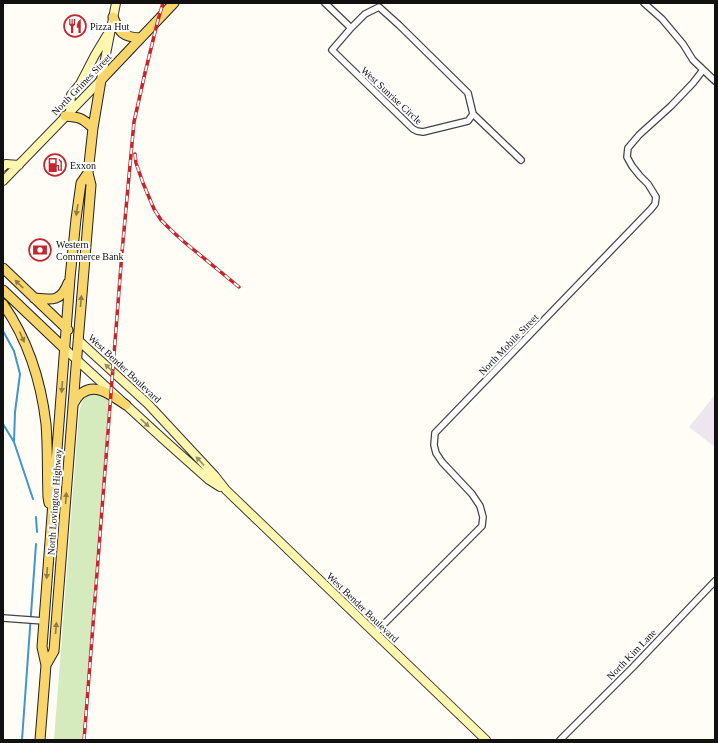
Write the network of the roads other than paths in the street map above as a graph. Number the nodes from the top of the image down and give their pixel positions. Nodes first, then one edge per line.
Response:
1 (116, 3) edge
2 (174, 3) edge
3 (325, 3) edge
4 (644, 3) edge
5 (113, 17) junction
6 (351, 28) junction
7 (110, 31) junction
8 (141, 38) junction
9 (703, 70) junction
10 (101, 80) junction
11 (715, 82) edge
12 (68, 114) junction
13 (473, 114) junction
14 (93, 128) junction
15 (521, 160) dead end
16 (18, 165) junction
17 (3, 167) edge
18 (88, 173) junction
19 (3, 181) edge
20 (3, 268) edge
21 (70, 278) junction
22 (3, 290) edge
23 (34, 298) junction
24 (3, 304) edge
25 (66, 329) junction
26 (78, 340) junction
27 (65, 348) junction
28 (76, 359) junction
29 (73, 404) junction
30 (126, 405) junction
31 (226, 490) junction
32 (52, 512) junction
33 (715, 580) edge
34 (3, 618) edge
35 (44, 621) junction
36 (375, 633) junction
37 (46, 665) junction
38 (40, 740) edge
39 (486, 740) edge
40 (560, 740) edge

1 - 5 main road
2 - 8 main road, North Grimes Street
3 - 6 street
4 - 9 street
5 - 7 main road
5 - 8 main road
6 - 13 street, West Sunrise Circle
6 - 13 street, West Sunrise Circle
7 - 10 main road
7 - 12 main road
8 - 10 main road, North Grimes Street
9 - 11 street
9 - 36 street, North Mobile Street
10 - 12 main road, North Grimes Street
10 - 14 main road
12 - 14 main road
12 - 16 main road, North Grimes Street
13 - 15 street
14 - 18 main road
16 - 17 main road
16 - 19 main road, North Grimes Street
18 -> 21 main road, North Lovington Highway
26 -> 18 main road, North Lovington Highway
23 -> 20 main road, West Bender Boulevard
21 - 23 main road
21 - 25 main road, North Lovington Highway
22 - 27 main road, West Bender Boulevard
23 - 25 main road, West Bender Boulevard
24 -> 32 main road
25 - 26 main road, West Bender Boulevard
25 - 27 main road, North Lovington Highway
26 - 28 main road, North Lovington Highway
31 -> 26 main road, West Bender Boulevard
27 - 28 main road, West Bender Boulevard
27 -> 32 main road, North Lovington Highway
28 - 29 main road, North Lovington Highway
28 - 30 main road, West Bender Boulevard
29 - 30 main road
37 -> 29 main road, North Lovington Highway
30 -> 31 main road, West Bender Boulevard
31 - 36 main road, West Bender Boulevard
32 -> 35 main road, North Lovington Highway
33 - 40 street, North Kim Lane
34 - 35 street
35 - 37 main road, North Lovington Highway
36 - 39 main road, West Bender Boulevard
37 - 38 main road, North Lovington Highway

#####

- **Brief**
With the pictures removed, set down every line of the listing above exactly.

- **Expected output**
Write the network of the roads other than paths in the street map above as a graph. Number the nodes from the top of the image down and give their pixel positions. Nodes first, then one edge per line.
Response:
1 (116, 3) edge
2 (174, 3) edge
3 (325, 3) edge
4 (644, 3) edge
5 (113, 17) junction
6 (351, 28) junction
7 (110, 31) junction
8 (141, 38) junction
9 (703, 70) junction
10 (101, 80) junction
11 (715, 82) edge
12 (68, 114) junction
13 (473, 114) junction
14 (93, 128) junction
15 (521, 160) dead end
16 (18, 165) junction
17 (3, 167) edge
18 (88, 173) junction
19 (3, 181) edge
20 (3, 268) edge
21 (70, 278) junction
22 (3, 290) edge
23 (34, 298) junction
24 (3, 304) edge
25 (66, 329) junction
26 (78, 340) junction
27 (65, 348) junction
28 (76, 359) junction
29 (73, 404) junction
30 (126, 405) junction
31 (226, 490) junction
32 (52, 512) junction
33 (715, 580) edge
34 (3, 618) edge
35 (44, 621) junction
36 (375, 633) junction
37 (46, 665) junction
38 (40, 740) edge
39 (486, 740) edge
40 (560, 740) edge

1 - 5 main road
2 - 8 main road, North Grimes Street
3 - 6 street
4 - 9 street
5 - 7 main road
5 - 8 main road
6 - 13 street, West Sunrise Circle
6 - 13 street, West Sunrise Circle
7 - 10 main road
7 - 12 main road
8 - 10 main road, North Grimes Street
9 - 11 street
9 - 36 street, North Mobile Street
10 - 12 main road, North Grimes Street
10 - 14 main road
12 - 14 main road
12 - 16 main road, North Grimes Street
13 - 15 street
14 - 18 main road
16 - 17 main road
16 - 19 main road, North Grimes Street
18 -> 21 main road, North Lovington Highway
26 -> 18 main road, North Lovington Highway
23 -> 20 main road, West Bender Boulevard
21 - 23 main road
21 - 25 main road, North Lovington Highway
22 - 27 main road, West Bender Boulevard
23 - 25 main road, West Bender Boulevard
24 -> 32 main road
25 - 26 main road, West Bender Boulevard
25 - 27 main road, North Lovington Highway
26 - 28 main road, North Lovington Highway
31 -> 26 main road, West Bender Boulevard
27 - 28 main road, West Bender Boulevard
27 -> 32 main road, North Lovington Highway
28 - 29 main road, North Lovington Highway
28 - 30 main road, West Bender Boulevard
29 - 30 main road
37 -> 29 main road, North Lovington Highway
30 -> 31 main road, West Bender Boulevard
31 - 36 main road, West Bender Boulevard
32 -> 35 main road, North Lovington Highway
33 - 40 street, North Kim Lane
34 - 35 street
35 - 37 main road, North Lovington Highway
36 - 39 main road, West Bender Boulevard
37 - 38 main road, North Lovington Highway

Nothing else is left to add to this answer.